Dataset items:
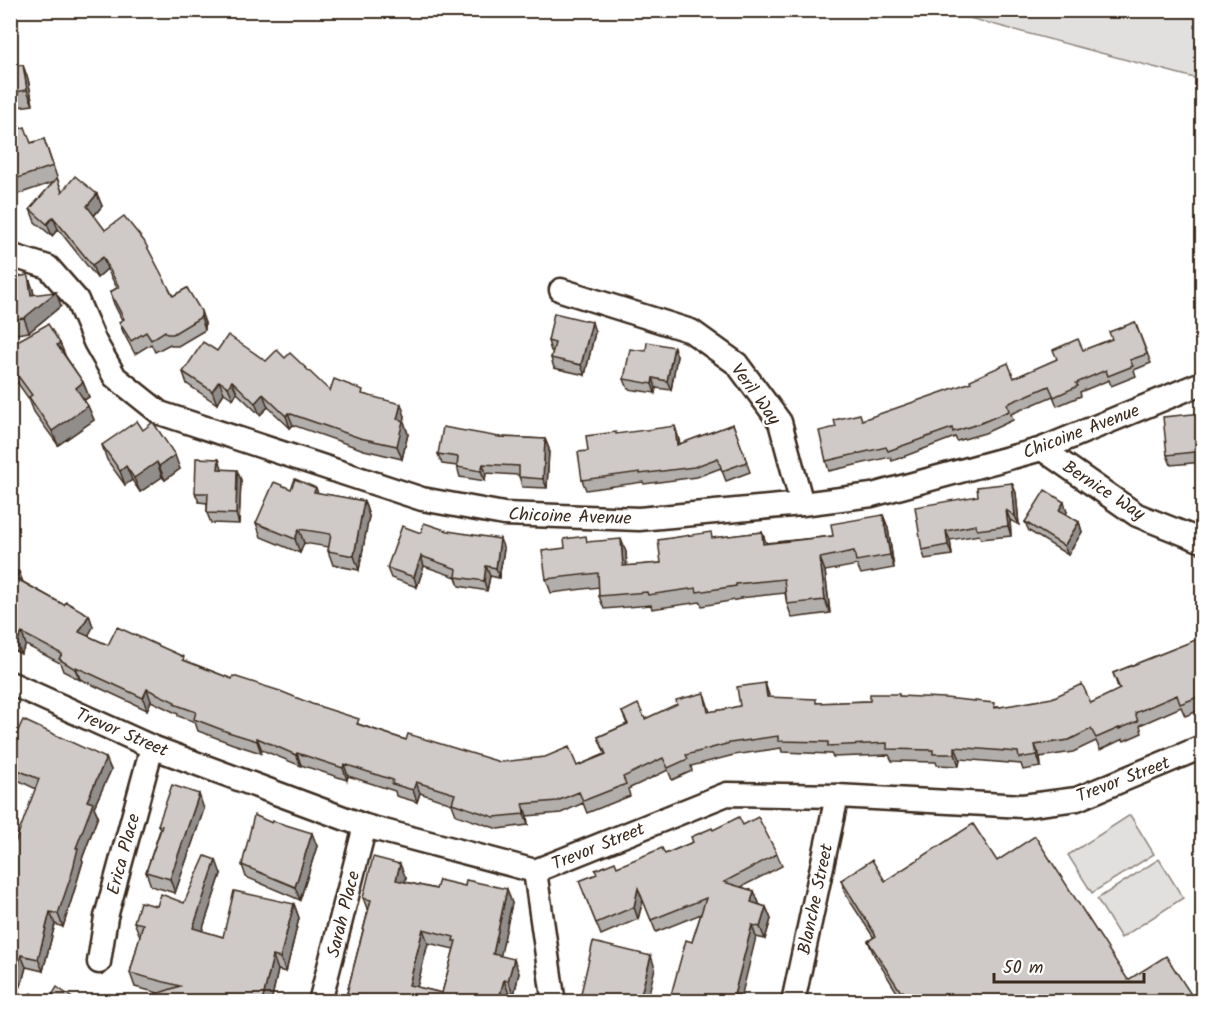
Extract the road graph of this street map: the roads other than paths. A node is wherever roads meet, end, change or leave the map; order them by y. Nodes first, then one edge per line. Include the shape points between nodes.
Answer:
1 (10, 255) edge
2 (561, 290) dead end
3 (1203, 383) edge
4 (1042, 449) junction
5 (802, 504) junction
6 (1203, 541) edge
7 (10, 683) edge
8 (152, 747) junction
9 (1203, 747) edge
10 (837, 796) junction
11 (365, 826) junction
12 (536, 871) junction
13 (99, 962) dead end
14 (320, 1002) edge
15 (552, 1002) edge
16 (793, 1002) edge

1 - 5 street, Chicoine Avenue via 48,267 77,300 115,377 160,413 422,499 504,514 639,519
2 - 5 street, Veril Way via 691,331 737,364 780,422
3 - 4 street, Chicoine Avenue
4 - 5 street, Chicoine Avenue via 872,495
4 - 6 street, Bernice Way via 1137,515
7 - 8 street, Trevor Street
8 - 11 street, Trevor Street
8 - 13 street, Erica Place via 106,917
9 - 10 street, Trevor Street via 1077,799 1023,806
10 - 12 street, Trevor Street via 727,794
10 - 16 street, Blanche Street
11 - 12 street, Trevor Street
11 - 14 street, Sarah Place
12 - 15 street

---

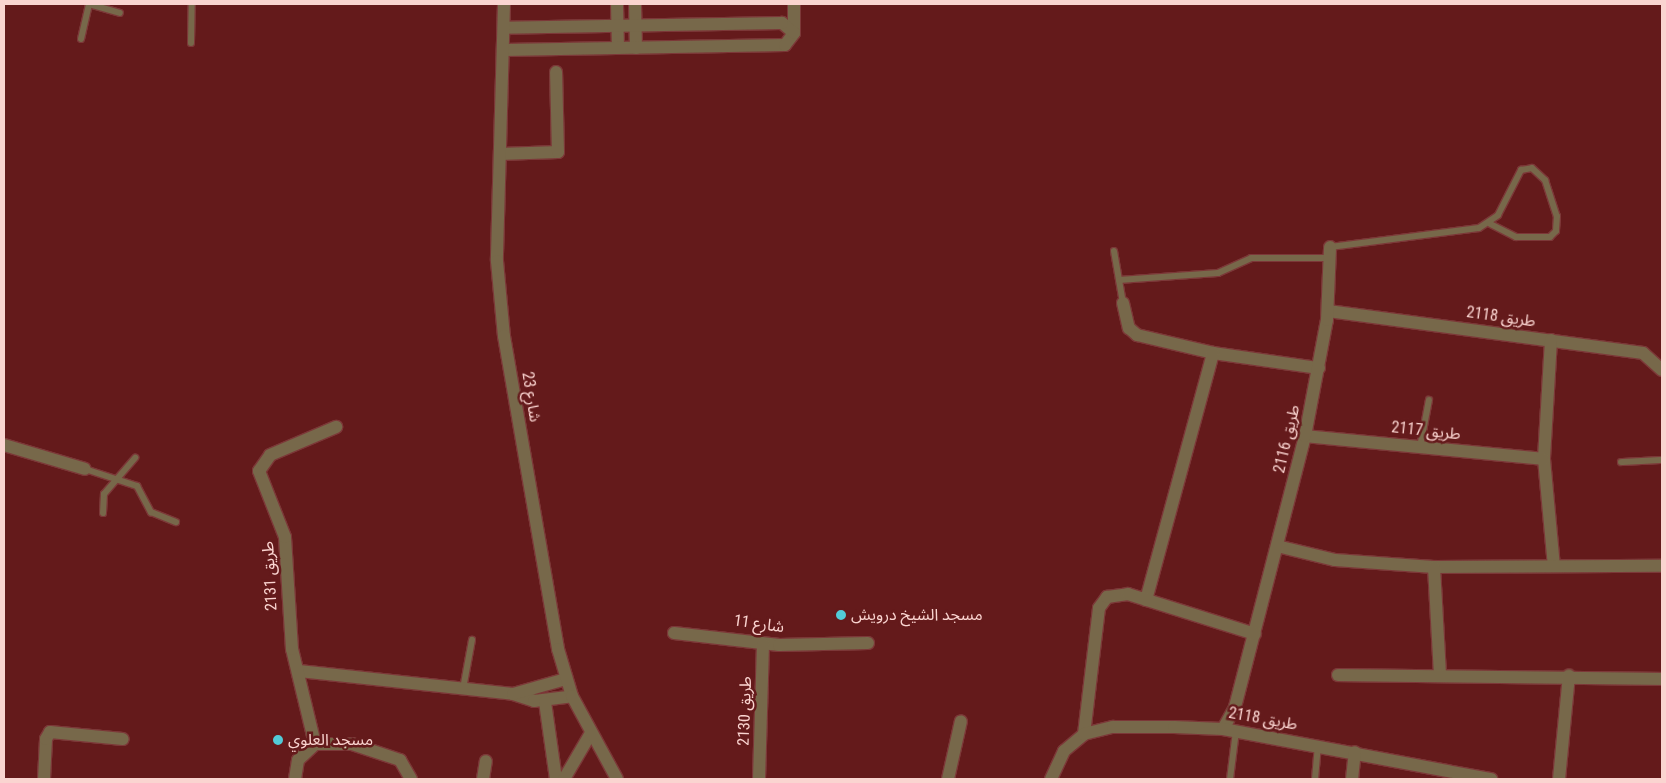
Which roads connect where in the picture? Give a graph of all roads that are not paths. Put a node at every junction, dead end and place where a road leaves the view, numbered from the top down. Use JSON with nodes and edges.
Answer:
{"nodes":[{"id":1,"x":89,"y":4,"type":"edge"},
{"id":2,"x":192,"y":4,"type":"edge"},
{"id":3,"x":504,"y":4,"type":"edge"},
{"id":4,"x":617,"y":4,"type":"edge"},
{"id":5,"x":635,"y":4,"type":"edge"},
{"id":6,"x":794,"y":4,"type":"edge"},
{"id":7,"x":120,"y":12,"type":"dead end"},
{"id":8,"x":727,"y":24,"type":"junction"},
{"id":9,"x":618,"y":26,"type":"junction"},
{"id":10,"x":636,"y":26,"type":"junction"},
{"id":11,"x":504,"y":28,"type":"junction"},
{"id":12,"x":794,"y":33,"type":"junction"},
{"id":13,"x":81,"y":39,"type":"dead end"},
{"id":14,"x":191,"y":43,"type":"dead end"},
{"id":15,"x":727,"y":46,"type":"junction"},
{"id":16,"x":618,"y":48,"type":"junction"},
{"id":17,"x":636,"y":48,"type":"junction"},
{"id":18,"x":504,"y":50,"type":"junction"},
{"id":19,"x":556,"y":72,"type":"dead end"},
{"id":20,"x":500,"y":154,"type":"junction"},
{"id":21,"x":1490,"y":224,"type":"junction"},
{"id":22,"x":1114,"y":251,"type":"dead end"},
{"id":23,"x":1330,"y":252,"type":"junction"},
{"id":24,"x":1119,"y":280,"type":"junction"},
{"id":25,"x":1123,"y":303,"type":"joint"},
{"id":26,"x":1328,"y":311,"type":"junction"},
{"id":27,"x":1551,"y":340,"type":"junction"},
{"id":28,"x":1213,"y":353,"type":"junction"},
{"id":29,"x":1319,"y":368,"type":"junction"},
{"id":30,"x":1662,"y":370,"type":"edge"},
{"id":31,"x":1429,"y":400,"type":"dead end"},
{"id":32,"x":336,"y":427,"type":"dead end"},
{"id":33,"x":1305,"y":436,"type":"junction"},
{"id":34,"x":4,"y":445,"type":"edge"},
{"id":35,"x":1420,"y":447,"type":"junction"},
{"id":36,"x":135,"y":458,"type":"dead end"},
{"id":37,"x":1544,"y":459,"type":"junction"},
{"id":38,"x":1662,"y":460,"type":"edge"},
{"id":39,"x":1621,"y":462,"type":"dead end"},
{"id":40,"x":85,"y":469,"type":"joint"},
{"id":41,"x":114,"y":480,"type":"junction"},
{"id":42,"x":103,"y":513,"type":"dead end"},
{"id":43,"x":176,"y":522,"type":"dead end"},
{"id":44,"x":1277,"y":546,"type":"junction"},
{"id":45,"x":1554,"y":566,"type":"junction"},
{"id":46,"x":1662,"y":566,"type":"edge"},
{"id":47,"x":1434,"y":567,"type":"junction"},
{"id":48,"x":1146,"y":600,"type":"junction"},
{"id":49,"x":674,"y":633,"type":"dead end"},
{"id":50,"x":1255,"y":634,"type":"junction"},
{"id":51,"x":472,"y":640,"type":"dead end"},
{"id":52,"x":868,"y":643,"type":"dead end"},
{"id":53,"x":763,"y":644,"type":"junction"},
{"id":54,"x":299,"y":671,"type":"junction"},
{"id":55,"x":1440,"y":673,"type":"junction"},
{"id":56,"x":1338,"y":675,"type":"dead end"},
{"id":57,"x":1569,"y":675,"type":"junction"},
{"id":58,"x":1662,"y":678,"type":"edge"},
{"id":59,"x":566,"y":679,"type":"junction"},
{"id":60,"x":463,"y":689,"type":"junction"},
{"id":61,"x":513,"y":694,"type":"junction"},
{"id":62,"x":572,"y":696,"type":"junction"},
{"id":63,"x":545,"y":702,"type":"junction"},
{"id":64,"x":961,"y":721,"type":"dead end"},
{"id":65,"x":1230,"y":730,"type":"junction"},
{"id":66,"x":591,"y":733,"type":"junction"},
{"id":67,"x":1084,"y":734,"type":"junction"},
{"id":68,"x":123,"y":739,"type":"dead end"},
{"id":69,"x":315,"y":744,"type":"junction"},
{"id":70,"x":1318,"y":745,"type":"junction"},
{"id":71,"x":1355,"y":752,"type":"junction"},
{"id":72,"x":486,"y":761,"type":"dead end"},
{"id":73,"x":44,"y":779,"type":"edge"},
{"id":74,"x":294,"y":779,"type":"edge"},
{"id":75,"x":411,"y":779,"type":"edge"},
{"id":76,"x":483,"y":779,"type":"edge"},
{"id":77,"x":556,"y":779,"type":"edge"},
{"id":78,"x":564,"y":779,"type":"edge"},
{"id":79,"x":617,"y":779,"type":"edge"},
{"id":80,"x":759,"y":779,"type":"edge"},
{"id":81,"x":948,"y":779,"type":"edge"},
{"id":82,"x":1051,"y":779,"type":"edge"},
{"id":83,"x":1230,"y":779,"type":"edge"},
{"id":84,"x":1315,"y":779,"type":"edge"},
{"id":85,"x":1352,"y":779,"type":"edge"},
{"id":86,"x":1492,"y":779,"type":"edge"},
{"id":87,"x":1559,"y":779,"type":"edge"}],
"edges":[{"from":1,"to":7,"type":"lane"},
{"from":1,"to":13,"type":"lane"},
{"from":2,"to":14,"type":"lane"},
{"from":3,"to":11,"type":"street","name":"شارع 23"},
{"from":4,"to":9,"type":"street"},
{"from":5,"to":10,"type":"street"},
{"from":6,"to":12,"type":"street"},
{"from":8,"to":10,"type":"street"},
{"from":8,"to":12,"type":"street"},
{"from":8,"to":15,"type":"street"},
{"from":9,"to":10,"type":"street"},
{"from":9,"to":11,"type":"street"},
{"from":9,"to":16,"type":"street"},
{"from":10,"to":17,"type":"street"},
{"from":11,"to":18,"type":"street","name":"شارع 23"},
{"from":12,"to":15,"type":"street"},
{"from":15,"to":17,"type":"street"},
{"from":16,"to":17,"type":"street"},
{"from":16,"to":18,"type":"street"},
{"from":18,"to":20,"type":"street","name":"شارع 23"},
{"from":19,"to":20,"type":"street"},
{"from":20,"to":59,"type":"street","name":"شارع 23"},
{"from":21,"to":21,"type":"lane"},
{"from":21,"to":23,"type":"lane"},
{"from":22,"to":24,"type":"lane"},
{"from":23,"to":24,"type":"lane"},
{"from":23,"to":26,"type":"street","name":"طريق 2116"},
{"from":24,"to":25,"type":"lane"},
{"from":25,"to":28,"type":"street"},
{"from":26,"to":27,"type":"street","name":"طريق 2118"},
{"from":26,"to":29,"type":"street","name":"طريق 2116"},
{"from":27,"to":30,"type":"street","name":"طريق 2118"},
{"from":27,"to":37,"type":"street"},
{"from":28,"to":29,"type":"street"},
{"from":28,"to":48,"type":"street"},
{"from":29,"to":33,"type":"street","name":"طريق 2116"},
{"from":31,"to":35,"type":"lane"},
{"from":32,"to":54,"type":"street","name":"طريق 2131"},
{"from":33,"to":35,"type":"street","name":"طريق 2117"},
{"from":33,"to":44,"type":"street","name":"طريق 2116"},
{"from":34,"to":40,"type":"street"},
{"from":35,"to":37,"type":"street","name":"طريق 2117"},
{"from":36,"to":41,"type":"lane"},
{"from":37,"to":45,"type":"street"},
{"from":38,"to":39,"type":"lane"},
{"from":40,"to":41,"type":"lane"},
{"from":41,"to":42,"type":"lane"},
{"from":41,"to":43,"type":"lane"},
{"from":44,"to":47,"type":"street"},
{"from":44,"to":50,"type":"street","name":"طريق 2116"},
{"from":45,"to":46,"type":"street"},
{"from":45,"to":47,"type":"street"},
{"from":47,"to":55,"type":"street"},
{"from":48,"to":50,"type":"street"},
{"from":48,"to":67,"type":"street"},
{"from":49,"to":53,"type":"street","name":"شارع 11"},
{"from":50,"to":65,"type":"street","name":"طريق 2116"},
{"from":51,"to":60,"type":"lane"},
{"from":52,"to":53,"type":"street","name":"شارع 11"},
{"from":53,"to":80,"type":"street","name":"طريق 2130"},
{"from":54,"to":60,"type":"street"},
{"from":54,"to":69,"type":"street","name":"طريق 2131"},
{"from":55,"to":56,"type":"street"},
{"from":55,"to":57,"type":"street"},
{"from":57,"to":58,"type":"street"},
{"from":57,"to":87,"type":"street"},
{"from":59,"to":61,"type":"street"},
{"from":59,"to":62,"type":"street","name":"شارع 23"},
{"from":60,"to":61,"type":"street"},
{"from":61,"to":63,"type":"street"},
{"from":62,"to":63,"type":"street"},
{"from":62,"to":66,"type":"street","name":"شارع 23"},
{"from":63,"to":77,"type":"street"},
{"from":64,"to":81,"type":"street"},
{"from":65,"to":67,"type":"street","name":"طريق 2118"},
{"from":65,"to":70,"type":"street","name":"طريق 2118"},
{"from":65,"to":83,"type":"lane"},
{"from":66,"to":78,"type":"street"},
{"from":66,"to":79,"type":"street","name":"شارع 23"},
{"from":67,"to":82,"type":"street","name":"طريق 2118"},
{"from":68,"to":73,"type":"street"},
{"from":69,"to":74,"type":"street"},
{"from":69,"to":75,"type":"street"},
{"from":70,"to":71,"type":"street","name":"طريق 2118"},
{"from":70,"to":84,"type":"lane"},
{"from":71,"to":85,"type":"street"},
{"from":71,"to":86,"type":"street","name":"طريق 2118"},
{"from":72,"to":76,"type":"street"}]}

Problem: Each line of the records that contains the string "roads" must be copied.

Completed exercise:
Extract the road graph of this street map: the roads other than paths. A node is wherever roads meet, end, change or leave the map; order them by y. Nodes first, then one edge per line. Include the shape points between nodes.
Which roads connect where in the picture? Give a graph of all roads that are not paths. Put a node at every junction, dead end and place where a road leaves the view, numbered from the top down. Use JSON with nodes and edges.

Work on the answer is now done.